Task requirements
In the records below, count each line where the word "Mall" appears, and reply with that number only.

Stored data:
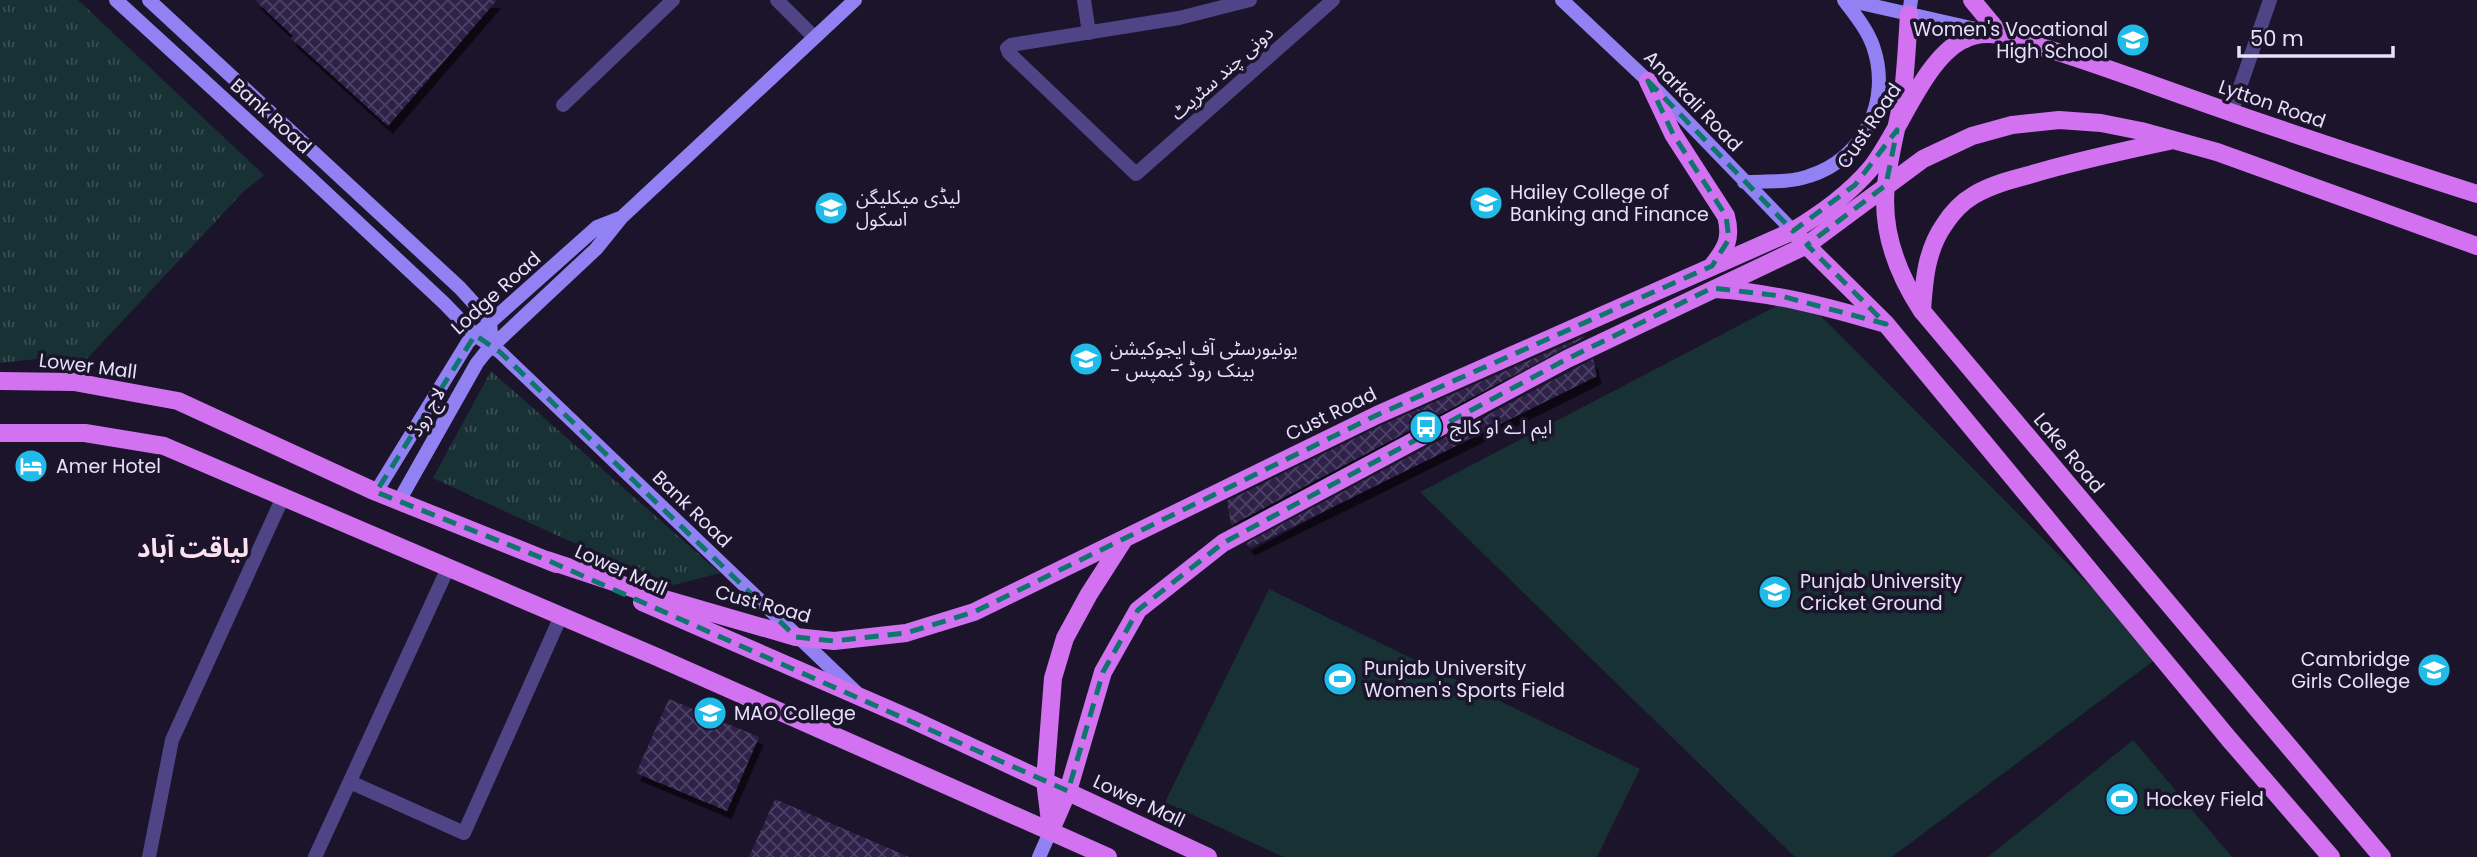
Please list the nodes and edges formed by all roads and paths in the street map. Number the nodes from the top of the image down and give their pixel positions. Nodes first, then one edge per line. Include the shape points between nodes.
1 (116, 0) edge
2 (149, 0) edge
3 (673, 0) edge
4 (777, 0) edge
5 (855, 0) edge
6 (1084, 0) edge
7 (1250, 0) edge
8 (1333, 0) edge
9 (1562, 0) edge
10 (1845, 0) edge
11 (1972, 0) edge
12 (2270, 0) edge
13 (1910, 7) edge
14 (1089, 33) junction
15 (2001, 35) junction
16 (814, 37) junction
17 (2054, 51) joint
18 (1648, 81) junction
19 (563, 104) dead end
20 (2231, 113) junction
21 (1897, 130) junction
22 (2172, 140) junction
23 (1744, 182) junction
24 (1886, 185) junction
25 (2477, 194) edge
26 (621, 218) junction
27 (1793, 232) junction
28 (1807, 245) junction
29 (2477, 246) edge
30 (1713, 266) junction
31 (1712, 288) junction
32 (1922, 311) junction
33 (490, 321) junction
34 (1886, 324) junction
35 (475, 335) junction
36 (492, 345) junction
37 (0, 381) edge
38 (0, 433) edge
39 (376, 492) junction
40 (283, 497) junction
41 (399, 501) junction
42 (1126, 537) junction
43 (547, 560) junction
44 (448, 568) junction
45 (561, 616) junction
46 (796, 637) junction
47 (866, 701) junction
48 (1045, 781) junction
49 (350, 782) junction
50 (1068, 791) junction
51 (1051, 830) junction
52 (149, 857) edge
53 (315, 857) edge
54 (1039, 857) edge
55 (1108, 857) edge
56 (1208, 857) edge
57 (2331, 857) edge
58 (2382, 857) edge

1 - 35 street, Bank Road
2 - 33 street, Bank Road
3 - 19 street
4 - 16 street
5 - 16 street, Lodge Road
6 - 14 street
7 - 14 street
8 - 14 street, دونی چند سٹریٹ via 1136,174 1007,48
9 - 18 street, Anarkali Road
10 - 13 street
10 - 23 street via 1866,29 1879,70 1877,101 1868,129 1855,148 1827,170 1783,181
11 - 15 main road
12 - 20 street
13 - 15 street
13 - 21 main road, Lake Road
15 - 17 main road, Cust Road
15 - 21 main road, Cust Road via 1977,34 1949,49 1923,83
16 - 26 street, Lodge Road
17 - 20 main road, Lytton Road
18 - 23 street, Anarkali Road
18 - 30 main road via 1673,134 1726,216 1729,239
20 - 25 main road, Lytton Road
21 - 24 main road, Lake Road
21 - 27 main road, Cust Road via 1855,185
22 - 24 main road via 2101,123 2059,120 2011,125 1972,136 1923,159
22 - 29 main road
22 - 32 main road via 2059,166 1973,196 1943,226 1930,252
23 - 27 street, Anarkali Road
24 - 28 main road
24 - 32 main road, Lake Road via 1889,240 1897,266
26 - 33 street, Lodge Road via 597,228
26 - 36 street, Lodge Road via 596,248
27 - 28 main road
27 - 30 main road, Cust Road
28 - 31 main road
28 - 34 main road
30 - 42 main road, Cust Road via 1377,415
31 - 34 main road via 1811,302
31 - 50 main road via 1567,359 1223,543 1138,611 1103,673
32 - 58 main road, Lake Road
33 - 35 street, Lodge Road
33 - 36 street
34 - 57 main road
35 - 36 street, Bank Road
35 - 39 street, Lodge Road
36 - 41 street, لاج روڈ via 477,363
36 - 46 street, Bank Road
37 - 39 main road, Lower Mall via 74,382 178,401
38 - 40 main road via 85,433 164,446
39 - 41 main road, Lower Mall
40 - 44 main road
40 - 52 street via 172,740
41 - 43 main road, Lower Mall
42 - 46 main road, Cust Road via 974,612 906,633 834,640
42 - 48 main road via 1065,638 1053,678
43 - 46 main road, Cust Road
43 - 47 main road, Lower Mall
44 - 45 main road
44 - 49 street
45 - 49 street via 464,833
45 - 51 main road
46 - 47 street, Bank Road
47 - 48 main road, Lower Mall
48 - 50 main road, Lower Mall
48 - 51 main road
49 - 53 street
50 - 51 main road
50 - 56 main road, Lower Mall
51 - 54 street
51 - 55 main road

Task solution
7